In 2009, I lost someone I loved very much. Her name was Joan, and she was a mother to me. And her death was sudden and unexpected. And I thought about death a lot.And … this made me feel deep gratitude for the time I’ve had. And … brought clarity to the things that are meaningful to my life now. But I struggle to maintain this perspective in my daily life. I feel like it’s easy to get caught up in the day-to-day, and forget what really matters to you.
So with help from old and new friends, I turned the side of this abandoned house into a giant chalkboard, and stenciled it with a fill-in-the-blank sentence: “Before I die, I want to …” So anyone walking by can pick up a piece of chalk, reflect on their life, and share their personal aspirations in public space.
I didn’t know what to expect from this experiment, but by the next day, the wall was entirely filled out, and it kept growing. And I’d like to share a few things that people wrote on this wall.
“…I wanto be tried for piracy.”
“…I want to straddle the International Dateline.”

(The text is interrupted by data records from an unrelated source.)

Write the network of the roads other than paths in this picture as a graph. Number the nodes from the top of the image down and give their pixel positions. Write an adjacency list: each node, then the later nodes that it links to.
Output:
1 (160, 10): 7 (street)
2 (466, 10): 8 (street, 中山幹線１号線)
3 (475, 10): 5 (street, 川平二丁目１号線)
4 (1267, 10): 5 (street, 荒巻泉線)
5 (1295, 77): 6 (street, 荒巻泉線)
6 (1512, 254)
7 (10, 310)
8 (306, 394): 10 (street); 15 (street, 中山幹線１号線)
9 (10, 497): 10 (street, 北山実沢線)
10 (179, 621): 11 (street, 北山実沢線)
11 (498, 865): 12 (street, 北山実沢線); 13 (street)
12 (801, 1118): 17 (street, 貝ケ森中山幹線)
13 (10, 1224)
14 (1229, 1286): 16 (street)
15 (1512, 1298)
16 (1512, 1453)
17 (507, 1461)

“…I want to sing for millions.”
“…I want to plant a tree.”
“…I want to live off the grid.”
“…I want to hold her one more time.”
“…I want to be someone’s cavalry.”
“…I want to be completely myself.”
Two of the most valuable things we have are time and our relationships with other people.

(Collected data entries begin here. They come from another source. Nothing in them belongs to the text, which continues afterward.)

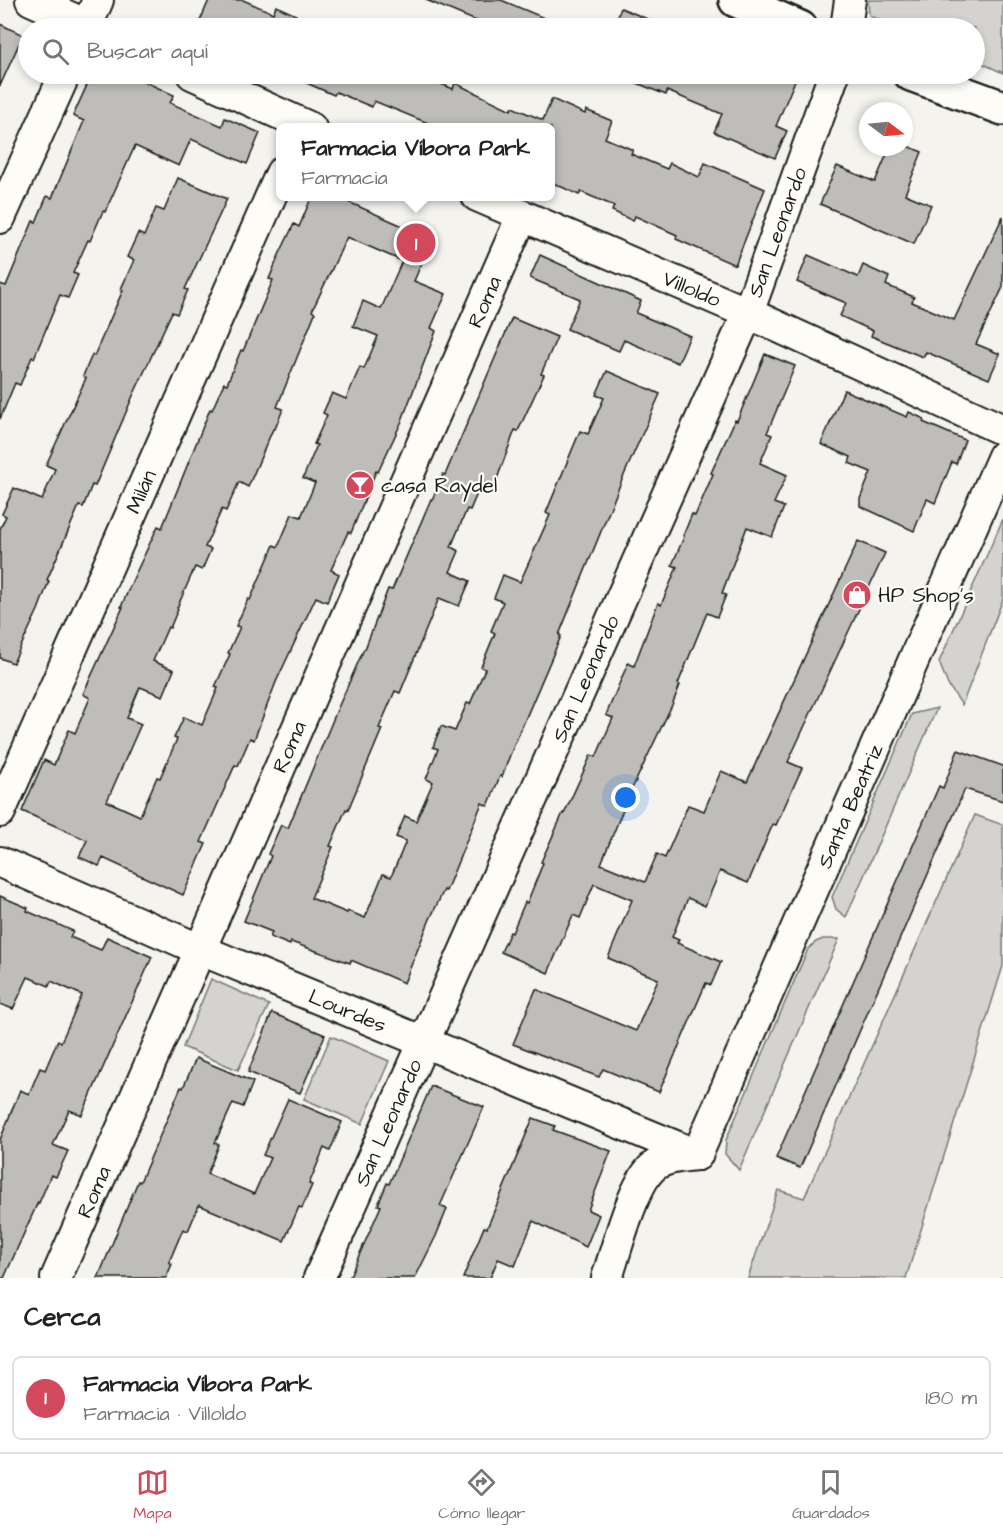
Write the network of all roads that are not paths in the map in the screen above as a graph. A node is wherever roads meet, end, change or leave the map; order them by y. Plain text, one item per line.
1 (31, 0) edge
2 (736, 0) edge
3 (850, 0) edge
4 (82, 18) edge
5 (777, 18) edge
6 (847, 18) edge
7 (61, 84) edge
8 (214, 84) edge
9 (830, 84) edge
10 (938, 84) edge
11 (1003, 108) edge
12 (298, 123) edge
13 (276, 184) edge
14 (488, 201) edge
15 (522, 216) junction
16 (0, 219) edge
17 (748, 313) junction
18 (1003, 430) edge
19 (1003, 456) edge
20 (0, 812) edge
21 (0, 862) edge
22 (201, 950) junction
23 (423, 1043) junction
24 (697, 1155) junction
25 (56, 1278) edge
26 (319, 1278) edge
27 (608, 1278) edge

1 - 4 street
2 - 5 main road
3 - 6 street
7 - 16 street
8 - 12 street
9 - 17 street, San Leonardo
10 - 11 main road
13 - 20 street, Milán
14 - 15 street, Villoldo
15 - 17 street, Villoldo
15 - 22 street, Roma
17 - 18 street, Villoldo
17 - 23 street, San Leonardo
19 - 24 street, Santa Beatriz
21 - 22 street, Lourdes
22 - 23 street, Lourdes
22 - 25 street, Roma
23 - 24 street, Lourdes
23 - 26 street, San Leonardo
24 - 27 street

In our age of increasing distractions, it’s more important than ever to find ways to maintain perspective, and remember that life is brief and tender. Death is something that we’re often discouraged to talk about, or even think about, but I’ve realized that preparing for death is one of the most empowering things you can do. Thinking about death clarifies your life.
Our shared spaces can better reflect what matters to us, as individuals and as a community, and with more ways to share our hopes, fears and stories, the people around us can not only help us make better places, they can help us lead better lives.